A 15 heures, elle avait déjà laissé 3 messages sur son répondeur. Elle imaginait
alors le pire, il lui était arrivé quelque chose. Il sera tombé du bateau où la
fête battait son plein. Personne ne s’en sera rendu compte. Elle voulut aller au
port, mais le port était grand, où le chercherait-elle s’il n’avait pas encore
été repêché. Mais aussi bien la fête avait pu se dérouler dans une de ces villas
sur les collines. Autant chercher une aiguille dans une botte de foin. Alors
elle marcha sur la croisette, de long en large, comme une mère à la recherche de
son enfant.
A 17 heures, elle entra aux Artistes. Au serveur qui vint vers elle, elle osa
demander s’il se souvenait de l’acteur avec qui elle était hier. Elle le
décrivit. Le garçon se gratta le menton, il s’en souvenait.
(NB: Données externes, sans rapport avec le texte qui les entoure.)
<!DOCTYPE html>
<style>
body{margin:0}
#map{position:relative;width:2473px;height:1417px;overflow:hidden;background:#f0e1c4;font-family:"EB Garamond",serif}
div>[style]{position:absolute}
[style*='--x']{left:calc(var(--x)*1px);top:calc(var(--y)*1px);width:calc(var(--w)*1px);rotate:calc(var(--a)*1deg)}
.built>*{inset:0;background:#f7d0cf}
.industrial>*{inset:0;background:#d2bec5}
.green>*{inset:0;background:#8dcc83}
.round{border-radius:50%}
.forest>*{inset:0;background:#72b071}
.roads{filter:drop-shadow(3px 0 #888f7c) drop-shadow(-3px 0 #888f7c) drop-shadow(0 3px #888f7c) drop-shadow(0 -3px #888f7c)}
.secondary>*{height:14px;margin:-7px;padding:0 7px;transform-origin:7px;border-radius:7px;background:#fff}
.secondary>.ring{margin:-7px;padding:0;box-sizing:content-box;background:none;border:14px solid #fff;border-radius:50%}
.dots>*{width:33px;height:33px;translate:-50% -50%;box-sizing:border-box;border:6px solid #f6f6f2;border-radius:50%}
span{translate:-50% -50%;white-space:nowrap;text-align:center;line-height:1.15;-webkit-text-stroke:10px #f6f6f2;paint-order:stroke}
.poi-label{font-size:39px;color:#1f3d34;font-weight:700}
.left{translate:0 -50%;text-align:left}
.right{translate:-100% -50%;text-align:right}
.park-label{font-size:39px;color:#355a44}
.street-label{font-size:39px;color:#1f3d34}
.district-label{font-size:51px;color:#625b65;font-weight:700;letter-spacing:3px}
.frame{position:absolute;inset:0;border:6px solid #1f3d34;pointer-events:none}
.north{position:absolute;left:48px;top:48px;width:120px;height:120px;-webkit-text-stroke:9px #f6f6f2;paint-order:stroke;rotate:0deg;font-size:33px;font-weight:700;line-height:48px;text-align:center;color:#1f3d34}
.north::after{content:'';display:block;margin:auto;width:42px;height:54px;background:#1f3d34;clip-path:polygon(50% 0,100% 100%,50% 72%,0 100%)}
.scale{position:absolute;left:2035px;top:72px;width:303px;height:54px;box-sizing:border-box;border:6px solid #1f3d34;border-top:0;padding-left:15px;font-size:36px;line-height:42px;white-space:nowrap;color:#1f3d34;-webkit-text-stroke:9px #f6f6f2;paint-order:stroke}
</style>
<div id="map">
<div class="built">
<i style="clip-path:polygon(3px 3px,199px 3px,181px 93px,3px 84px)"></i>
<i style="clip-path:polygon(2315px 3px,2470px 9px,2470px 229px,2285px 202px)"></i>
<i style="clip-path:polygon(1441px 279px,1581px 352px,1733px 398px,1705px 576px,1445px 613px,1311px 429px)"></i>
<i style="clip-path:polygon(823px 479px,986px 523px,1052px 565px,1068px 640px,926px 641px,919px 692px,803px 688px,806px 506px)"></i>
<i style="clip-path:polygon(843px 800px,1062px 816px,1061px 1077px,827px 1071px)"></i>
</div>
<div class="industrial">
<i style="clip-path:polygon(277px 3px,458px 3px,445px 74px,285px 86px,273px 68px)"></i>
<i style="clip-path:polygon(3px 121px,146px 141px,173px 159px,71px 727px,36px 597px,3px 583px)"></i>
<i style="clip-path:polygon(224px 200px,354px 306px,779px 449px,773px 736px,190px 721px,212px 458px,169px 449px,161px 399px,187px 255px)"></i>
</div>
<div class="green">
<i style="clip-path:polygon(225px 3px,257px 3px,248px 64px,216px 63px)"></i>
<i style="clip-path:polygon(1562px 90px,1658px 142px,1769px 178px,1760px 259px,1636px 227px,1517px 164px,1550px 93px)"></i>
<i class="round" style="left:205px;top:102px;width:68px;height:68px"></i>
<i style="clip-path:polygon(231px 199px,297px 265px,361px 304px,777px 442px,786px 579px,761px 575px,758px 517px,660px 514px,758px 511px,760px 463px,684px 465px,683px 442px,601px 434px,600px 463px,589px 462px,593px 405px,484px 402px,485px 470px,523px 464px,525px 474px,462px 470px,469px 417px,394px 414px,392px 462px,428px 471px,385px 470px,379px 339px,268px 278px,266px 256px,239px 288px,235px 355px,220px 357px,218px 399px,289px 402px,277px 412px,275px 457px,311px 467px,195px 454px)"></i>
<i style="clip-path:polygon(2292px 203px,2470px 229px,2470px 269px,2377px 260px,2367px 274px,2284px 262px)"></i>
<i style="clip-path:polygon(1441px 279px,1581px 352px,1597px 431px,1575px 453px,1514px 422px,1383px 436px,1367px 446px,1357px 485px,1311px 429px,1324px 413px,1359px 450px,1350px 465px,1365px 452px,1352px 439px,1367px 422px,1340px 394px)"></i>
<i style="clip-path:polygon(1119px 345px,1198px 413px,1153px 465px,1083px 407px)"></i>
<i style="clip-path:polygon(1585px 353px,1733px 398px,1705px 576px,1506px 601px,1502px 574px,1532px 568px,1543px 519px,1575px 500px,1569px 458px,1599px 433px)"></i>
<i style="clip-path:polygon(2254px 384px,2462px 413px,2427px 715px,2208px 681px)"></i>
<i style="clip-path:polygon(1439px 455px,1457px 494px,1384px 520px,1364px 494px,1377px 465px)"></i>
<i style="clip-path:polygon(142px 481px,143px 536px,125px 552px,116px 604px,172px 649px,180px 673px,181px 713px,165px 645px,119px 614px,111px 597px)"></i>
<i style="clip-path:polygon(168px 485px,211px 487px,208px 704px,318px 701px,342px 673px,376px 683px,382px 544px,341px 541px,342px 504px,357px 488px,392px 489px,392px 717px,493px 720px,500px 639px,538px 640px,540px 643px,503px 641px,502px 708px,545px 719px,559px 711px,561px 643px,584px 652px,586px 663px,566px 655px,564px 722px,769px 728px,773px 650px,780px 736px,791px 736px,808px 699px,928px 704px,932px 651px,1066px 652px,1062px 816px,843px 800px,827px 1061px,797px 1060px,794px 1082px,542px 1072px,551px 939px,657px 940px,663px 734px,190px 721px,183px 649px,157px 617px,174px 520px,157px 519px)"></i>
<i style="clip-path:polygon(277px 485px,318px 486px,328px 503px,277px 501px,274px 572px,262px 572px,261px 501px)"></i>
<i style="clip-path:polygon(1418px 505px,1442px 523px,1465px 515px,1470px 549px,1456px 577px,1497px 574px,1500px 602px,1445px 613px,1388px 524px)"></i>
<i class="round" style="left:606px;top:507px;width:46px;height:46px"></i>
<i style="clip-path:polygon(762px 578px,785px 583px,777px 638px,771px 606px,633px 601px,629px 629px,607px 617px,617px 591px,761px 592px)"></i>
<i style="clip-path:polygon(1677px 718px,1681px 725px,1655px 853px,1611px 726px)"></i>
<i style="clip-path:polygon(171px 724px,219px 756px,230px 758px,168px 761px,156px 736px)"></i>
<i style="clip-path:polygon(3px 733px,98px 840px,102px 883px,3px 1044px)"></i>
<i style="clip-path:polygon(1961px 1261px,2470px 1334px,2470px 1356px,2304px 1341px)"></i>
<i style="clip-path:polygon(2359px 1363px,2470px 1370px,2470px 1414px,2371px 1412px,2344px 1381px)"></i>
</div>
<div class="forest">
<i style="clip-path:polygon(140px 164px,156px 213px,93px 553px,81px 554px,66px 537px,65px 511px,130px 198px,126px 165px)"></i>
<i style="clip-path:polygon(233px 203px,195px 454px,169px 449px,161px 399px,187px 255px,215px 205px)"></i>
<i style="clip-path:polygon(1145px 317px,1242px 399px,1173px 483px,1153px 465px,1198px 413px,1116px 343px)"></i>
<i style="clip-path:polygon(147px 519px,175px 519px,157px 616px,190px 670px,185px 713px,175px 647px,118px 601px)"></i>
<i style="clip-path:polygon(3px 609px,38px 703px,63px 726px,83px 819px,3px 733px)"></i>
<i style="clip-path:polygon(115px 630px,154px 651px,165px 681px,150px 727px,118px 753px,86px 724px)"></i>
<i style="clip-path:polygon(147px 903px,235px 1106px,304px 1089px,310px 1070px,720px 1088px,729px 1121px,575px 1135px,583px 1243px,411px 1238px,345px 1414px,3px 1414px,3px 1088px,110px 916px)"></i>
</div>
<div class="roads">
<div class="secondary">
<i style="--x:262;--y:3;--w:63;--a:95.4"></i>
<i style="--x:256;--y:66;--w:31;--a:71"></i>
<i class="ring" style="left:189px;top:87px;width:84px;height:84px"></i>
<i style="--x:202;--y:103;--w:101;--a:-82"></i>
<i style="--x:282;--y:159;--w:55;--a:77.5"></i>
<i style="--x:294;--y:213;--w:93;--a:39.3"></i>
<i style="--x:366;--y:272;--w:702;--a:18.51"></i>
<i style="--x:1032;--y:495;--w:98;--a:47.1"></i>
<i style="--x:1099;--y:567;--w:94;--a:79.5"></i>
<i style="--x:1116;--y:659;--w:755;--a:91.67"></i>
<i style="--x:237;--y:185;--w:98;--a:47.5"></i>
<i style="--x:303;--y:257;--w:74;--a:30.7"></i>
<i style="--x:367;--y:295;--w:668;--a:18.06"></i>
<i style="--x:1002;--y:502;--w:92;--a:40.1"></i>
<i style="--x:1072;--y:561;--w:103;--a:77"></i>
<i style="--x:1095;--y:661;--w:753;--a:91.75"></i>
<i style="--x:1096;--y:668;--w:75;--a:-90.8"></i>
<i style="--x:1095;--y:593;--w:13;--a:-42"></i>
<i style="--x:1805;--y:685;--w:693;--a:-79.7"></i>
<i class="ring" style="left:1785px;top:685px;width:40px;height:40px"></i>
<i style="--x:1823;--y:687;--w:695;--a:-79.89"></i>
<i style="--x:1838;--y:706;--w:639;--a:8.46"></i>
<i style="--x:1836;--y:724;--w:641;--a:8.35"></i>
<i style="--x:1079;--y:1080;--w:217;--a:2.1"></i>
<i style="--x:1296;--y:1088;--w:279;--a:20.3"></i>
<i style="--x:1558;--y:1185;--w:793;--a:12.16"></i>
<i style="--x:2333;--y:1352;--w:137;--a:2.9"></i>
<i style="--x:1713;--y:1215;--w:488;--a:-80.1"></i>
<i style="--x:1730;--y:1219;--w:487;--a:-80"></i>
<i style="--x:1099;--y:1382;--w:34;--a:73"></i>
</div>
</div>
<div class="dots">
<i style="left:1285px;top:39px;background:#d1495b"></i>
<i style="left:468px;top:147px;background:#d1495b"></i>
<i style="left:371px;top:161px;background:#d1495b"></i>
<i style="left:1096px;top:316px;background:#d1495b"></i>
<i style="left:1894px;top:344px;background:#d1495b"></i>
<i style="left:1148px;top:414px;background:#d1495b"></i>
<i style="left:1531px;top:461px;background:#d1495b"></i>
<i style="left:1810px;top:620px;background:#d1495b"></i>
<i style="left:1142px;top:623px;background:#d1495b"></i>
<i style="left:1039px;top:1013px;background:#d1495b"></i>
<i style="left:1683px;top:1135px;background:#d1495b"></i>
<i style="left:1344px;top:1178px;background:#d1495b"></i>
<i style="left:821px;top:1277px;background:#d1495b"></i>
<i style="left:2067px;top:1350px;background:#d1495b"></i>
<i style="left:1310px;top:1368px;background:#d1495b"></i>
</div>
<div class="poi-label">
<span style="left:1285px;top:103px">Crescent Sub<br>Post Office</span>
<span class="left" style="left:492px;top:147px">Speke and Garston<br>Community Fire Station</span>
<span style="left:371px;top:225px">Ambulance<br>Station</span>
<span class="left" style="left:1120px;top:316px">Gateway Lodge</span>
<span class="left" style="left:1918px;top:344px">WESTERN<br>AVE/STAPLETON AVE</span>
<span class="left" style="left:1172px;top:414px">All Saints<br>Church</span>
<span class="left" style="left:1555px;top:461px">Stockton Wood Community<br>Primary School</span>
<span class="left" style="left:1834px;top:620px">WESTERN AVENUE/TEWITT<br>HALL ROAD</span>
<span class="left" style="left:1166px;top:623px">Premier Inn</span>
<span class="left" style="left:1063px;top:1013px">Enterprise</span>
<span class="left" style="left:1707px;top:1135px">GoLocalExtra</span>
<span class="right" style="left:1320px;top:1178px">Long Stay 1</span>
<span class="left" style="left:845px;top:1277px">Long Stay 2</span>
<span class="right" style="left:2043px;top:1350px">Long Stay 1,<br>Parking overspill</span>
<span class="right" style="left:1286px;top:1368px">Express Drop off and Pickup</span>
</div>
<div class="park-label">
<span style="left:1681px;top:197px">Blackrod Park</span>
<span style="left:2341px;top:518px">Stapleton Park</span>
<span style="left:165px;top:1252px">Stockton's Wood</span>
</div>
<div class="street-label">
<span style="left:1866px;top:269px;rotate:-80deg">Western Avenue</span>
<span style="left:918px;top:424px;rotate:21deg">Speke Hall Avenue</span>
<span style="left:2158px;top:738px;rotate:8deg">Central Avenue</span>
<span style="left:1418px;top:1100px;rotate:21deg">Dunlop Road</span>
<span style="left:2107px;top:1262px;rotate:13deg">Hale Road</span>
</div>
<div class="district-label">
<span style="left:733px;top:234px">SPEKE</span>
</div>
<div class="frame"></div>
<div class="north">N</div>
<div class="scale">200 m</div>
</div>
- Dommage, dit-il, il est passé tout à l’heure, vous l’avez manqué de peu…
- Ah, fit-elle.
- …il vous a dit qu’il était acteur, ajouta le garçon.
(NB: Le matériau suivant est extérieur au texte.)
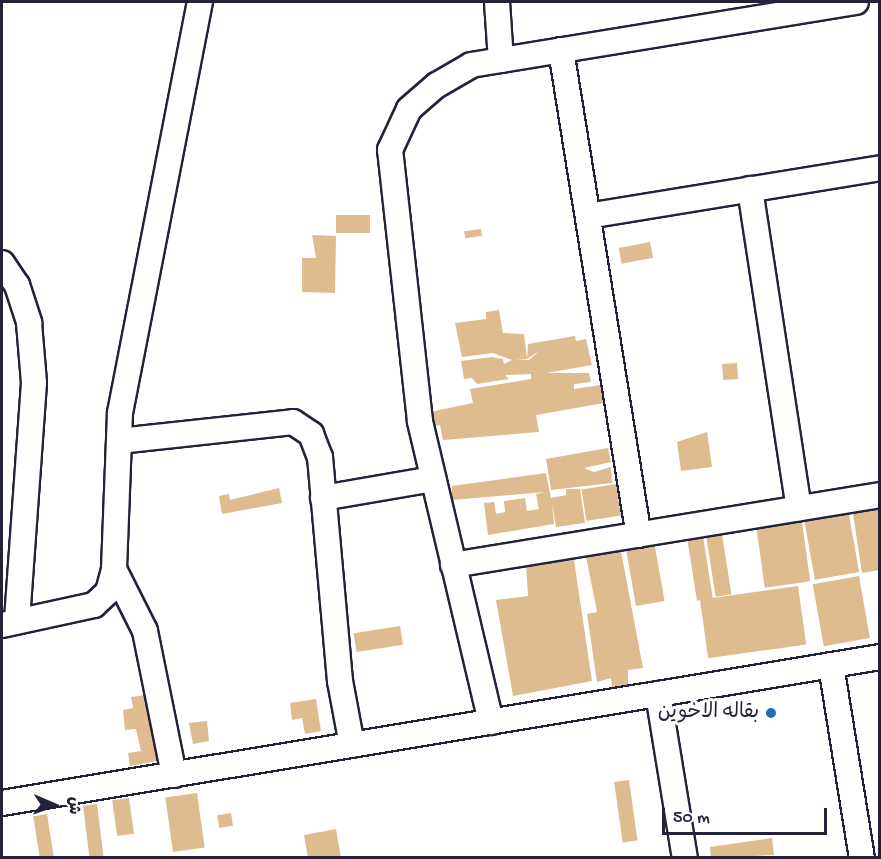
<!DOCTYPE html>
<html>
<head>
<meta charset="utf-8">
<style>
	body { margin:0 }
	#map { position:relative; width:881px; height:859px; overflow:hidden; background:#fff; font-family:"Gochi Hand","Playpen Sans Arabic",sans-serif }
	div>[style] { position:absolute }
	.building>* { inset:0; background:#dfbb90; transform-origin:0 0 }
	.roads { filter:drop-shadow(2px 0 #22223b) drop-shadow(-2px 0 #22223b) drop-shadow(0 2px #22223b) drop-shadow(0 -2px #22223b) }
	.minor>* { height:24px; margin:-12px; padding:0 12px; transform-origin:12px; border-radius:12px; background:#fff }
	.dots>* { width:16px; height:16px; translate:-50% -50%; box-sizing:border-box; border:3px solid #fff; border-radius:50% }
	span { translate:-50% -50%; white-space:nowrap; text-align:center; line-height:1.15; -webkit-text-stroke:6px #fff; paint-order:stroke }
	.poi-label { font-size:20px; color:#22223b }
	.right { translate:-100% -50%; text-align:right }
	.frame { position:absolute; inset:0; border:3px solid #22223b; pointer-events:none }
	.north { position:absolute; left:24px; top:775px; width:60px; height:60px; -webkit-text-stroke:4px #fff; paint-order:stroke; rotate:92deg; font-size:16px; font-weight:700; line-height:24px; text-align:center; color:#22223b }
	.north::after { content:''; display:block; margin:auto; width:21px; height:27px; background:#22223b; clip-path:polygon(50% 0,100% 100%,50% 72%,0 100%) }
	.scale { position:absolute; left:662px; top:808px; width:165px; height:27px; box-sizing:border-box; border:3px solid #22223b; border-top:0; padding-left:8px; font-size:18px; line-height:21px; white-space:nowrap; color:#22223b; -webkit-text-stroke:4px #fff; paint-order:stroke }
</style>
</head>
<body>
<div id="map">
	<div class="building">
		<div style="left:370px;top:215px;width:18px;height:34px;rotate:90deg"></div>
		<div style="left:481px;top:229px;width:7px;height:17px;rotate:82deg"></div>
		<div style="clip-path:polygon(312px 235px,336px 236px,335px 293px,302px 292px,302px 258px,316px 258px)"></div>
		<div style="left:650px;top:242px;width:16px;height:32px;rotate:79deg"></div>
		<div style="clip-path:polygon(499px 310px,503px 333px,524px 334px,527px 359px,516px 360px,529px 360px,539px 351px,527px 359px,528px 344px,575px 336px,576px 341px,586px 339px,592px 365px,547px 373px,589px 373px,591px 382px,574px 384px,574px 389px,601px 385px,604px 403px,536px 415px,539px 432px,443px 440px,440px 425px,432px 426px,430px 412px,473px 403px,470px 389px,531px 379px,531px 374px,505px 375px,509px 379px,477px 384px,472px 378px,464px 379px,461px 361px,492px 357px,503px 359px,504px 364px,512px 360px,493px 353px,462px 357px,455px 323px,486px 319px,486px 312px)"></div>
		<div style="left:737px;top:363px;width:16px;height:15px;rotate:86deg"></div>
		<div style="clip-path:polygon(707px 432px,712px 467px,681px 471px,677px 442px)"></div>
		<div style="clip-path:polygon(608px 448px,611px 462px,584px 468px,594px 472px,611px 467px,612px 483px,551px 490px,546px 459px)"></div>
		<div style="clip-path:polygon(546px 473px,551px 498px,566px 495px,566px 489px,580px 489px,585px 523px,556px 527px,552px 503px,554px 524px,488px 535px,484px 503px,494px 502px,496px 514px,505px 512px,504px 501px,525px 498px,527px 511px,539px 509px,536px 494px,545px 492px,452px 500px,452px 486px)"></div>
		<div style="left:616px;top:484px;width:32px;height:35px;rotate:81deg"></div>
		<div style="clip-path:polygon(279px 488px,282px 503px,222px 514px,219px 496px,229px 494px,230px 500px)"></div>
		<div style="clip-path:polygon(879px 503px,879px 570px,862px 573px,852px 507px)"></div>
		<div style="left:848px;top:509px;width:64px;height:45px;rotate:80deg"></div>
		<div style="left:801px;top:515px;width:67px;height:46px;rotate:82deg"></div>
		<div style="left:721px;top:528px;width:67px;height:16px;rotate:81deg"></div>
		<div style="left:702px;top:530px;width:69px;height:16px;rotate:81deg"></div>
		<div style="left:654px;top:541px;width:61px;height:29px;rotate:80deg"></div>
		<div style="clip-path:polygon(620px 546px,643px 668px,628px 670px,628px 686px,612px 687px,611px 678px,597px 682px,587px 614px,597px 612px,585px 551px)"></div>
		<div style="clip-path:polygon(574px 560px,592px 681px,513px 696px,496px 600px,528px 596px,526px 564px)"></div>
		<div style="left:859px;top:576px;width:63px;height:47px;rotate:80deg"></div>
		<div style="left:798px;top:586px;width:59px;height:99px;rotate:82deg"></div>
		<div style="left:400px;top:626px;width:19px;height:47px;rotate:81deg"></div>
		<div style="clip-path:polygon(147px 695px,157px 761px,130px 766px,128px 753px,141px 751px,136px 729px,125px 730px,123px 710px,133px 708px,131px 697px)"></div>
		<div style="clip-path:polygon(316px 699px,321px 731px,305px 734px,302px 718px,292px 720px,290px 703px)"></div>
		<div style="clip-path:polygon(207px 721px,209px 741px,193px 744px,189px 723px)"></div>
		<div style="left:629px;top:780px;width:61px;height:15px;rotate:82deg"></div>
		<div style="left:197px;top:793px;width:55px;height:32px;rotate:82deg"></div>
		<div style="left:129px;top:798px;width:36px;height:17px;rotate:82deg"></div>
		<div style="left:97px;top:804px;width:54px;height:14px;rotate:83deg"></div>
		<div style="left:231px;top:813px;width:13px;height:14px;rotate:81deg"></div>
		<div style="left:47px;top:814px;width:45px;height:14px;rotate:81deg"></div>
		<div style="clip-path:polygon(336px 829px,341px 858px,308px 858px,304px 835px)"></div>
		<div style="clip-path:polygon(772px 838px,774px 855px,711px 858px,710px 847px)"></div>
	</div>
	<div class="roads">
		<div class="minor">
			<div style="left:497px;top:2px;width:58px;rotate:86.1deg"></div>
			<div style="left:561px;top:50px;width:491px;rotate:80.9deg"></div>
			<div style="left:750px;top:189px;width:323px;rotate:81.3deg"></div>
			<div style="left:588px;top:216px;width:296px;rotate:-9.3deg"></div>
			<div style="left:2px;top:263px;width:27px;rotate:56deg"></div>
			<div style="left:17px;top:285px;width:40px;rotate:72deg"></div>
			<div style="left:29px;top:323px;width:60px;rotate:85.2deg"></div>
			<div style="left:34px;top:383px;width:239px;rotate:94.1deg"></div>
			<div style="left:119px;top:441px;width:175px;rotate:-6.2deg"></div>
			<div style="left:293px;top:422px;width:22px;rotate:34deg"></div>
			<div style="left:311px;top:434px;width:25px;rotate:69deg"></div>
			<div style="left:320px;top:457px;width:225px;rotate:84.9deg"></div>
			<div style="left:340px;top:681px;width:65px;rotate:79.4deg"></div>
			<div style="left:323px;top:498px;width:112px;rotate:-9.8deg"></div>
			<div style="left:453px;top:565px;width:433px;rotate:-9.3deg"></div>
			<div style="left:114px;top:569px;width:69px;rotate:63.4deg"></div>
			<div style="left:145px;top:631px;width:147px;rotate:78.6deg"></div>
			<div style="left:2px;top:625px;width:94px;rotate:-12.3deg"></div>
			<div style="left:94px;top:605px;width:19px;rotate:-43deg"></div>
			<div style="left:108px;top:592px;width:24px;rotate:-75deg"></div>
			<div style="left:114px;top:569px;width:156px;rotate:-87.8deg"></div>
			<div style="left:120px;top:413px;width:419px;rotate:-79deg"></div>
			<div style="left:831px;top:665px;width:195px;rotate:80.9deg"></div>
			<div style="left:658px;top:694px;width:166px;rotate:80.7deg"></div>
			<div style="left:491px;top:722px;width:309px;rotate:-103.3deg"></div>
			<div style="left:420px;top:421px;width:273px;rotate:-96.3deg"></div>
			<div style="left:390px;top:150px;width:45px;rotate:-65.1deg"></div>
			<div style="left:409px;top:109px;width:37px;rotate:-41deg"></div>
			<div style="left:437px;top:85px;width:39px;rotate:-30deg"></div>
			<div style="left:471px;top:65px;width:390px;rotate:-9.3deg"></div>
			<div style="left:2px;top:803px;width:890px;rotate:-9.44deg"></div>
		</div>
	</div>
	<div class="dots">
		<div style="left:771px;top:713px;background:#1f6fb2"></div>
	</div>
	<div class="poi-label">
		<span class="right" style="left:759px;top:713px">بقاله الاخوين</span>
	</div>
	<div class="frame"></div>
	<div class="north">ش</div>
	<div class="scale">50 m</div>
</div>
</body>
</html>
Il ne put s’empêcher de réprimer une grimace et s’éloigna. Elle partit aussitôt,
comme abasourdie. Il vous a dit qu’il était acteur … La croisette était jonchée
de mégots, d’emballages alimentaires et de crottes de chien. Elle marcha vite,
pour ne penser à rien. Elle pensa à une foule de choses. Puis elle se dit que le
garçon était jaloux de l’acteur, il l’avait dénigré par bassesse. Acteur il
l’était, certes pas encore tout à fait, il cherchait à l’être, elle savait
combien cela était difficile. C’est la raison pour laquelle il n’avait pas
appelé non plus, il avait eu un contretemps, oui un contretemps, il appellera
plus tard, il finira par la rappeler, ils avaient été si bien ensemble. Et
tandis qu’elle songeait, elle cessa de regarder la mer. A peine eut-elle
conscience de remonter dans le train.
Après, plus tard, elle était rentrée depuis longtemps, rentrée dans sa banlieue,
sa grisaille, derrière sa caisse, elle se demanda pourquoi il n’avait pas
rappelé le lendemain, ni le surlendemain, ni aucun des jours qui suivirent,
alors qu’il avait été de passage aux Artistes. Plus tard encore, elle se dit
qu’il n’avait pas osé, à cause de l’argent. La personne qui lui en devait ne
l’aura pas rendu et il n’aura pas su comment en faire l’aveu. Elle ne lui en
aurait pas voulu pour si peu. Parfois elle feuilletait un magasine, à la
recherche de son nom ou de son portait. Devant elle, les gens vidaient leurs
caddies.
© 14 octobre 2009 -
texte initial, 27 août 2007 - Roland Goeller -Tous droits réservés.